Grandma used to have a big old cast iron cookstove. It wasn't painted with pretty enamel and though it probably had a "name" on it somewhere I wasn't really at the age to notice. But what I did notice was the great heat that came out of that thing (that and the woodstove in the dining room) and the incredible food that she served up, all cooked in that tempermental cookstove. Now I wouldn't have much of a clue how to, say, bake a cake in an Aga. You can't turn the heat to 350 and wait ten minutes. Oh no. You have to be a COOK when you use one of those. That and know what a pinch and a dab mean when it comes to measurements. I'm quite sure grandma never followed a recipe, even with her baked goods -- she went by feel, kind of like the great musicians I know who serve up some of the most beautiful music I've ever heard, but can't read a note. That old cast iron stove is long long gone and sadly so is grandma, though she lived to be not far off 100. I should be so lucky.
This morning was quite frosty and this is a damp sort of place so we often have lovely frosts in the morning....here's a couple more photos I snapped on the way back from taking Pip to the "day center" (Senior Citizen center) for their annual Christmas party. I was going to get out and take quite a lot of photos, but ran into a local farmer who wouldn't HEAR of me going on down the road until I'd come into his farmhouse and had a cup of tea with he, his lovely young wife and their two adorable toddlers.

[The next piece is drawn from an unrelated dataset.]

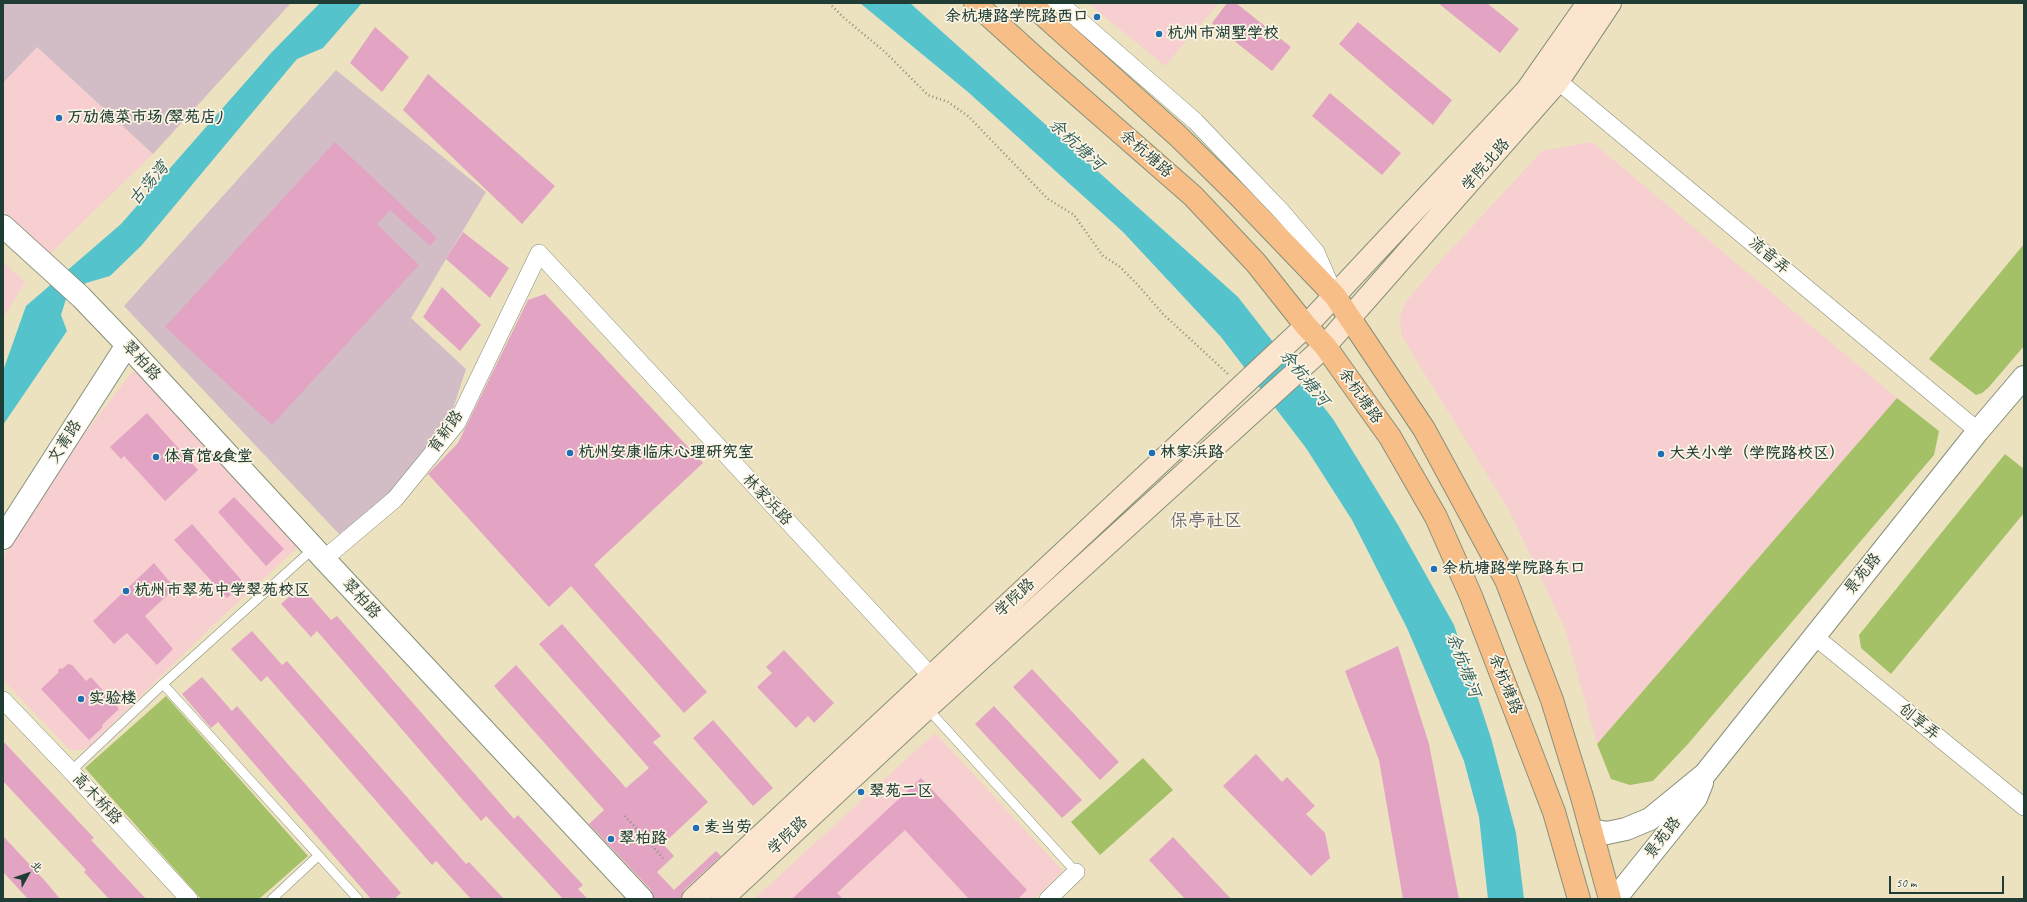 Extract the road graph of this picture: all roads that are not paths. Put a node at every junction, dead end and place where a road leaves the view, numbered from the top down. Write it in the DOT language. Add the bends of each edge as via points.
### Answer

You can bet this is a friendly place where I've landed, and it's the kind of place where you do take time to share a cup of tea and sit around someone's warm hearth for a few minutes just whenever you can.
Tomorrow I've been invited to photograph a local pheasant shoot...if it's a pretty day I'll just have to go and see all those spaniels and retrievers in action.

3 Comments:

At 9:21 pm, Anonymous Anonymous said...

just thinking of an AGA puts cracks in my guitar..

 
At 7:13 pm, Anonymous Anonymous said...

Here in North Carolina the old timesrs would call that a "boar" frost.

 
At 9:42 pm, Anonymous Anonymous said...

Somehow, the microwave seems out of place.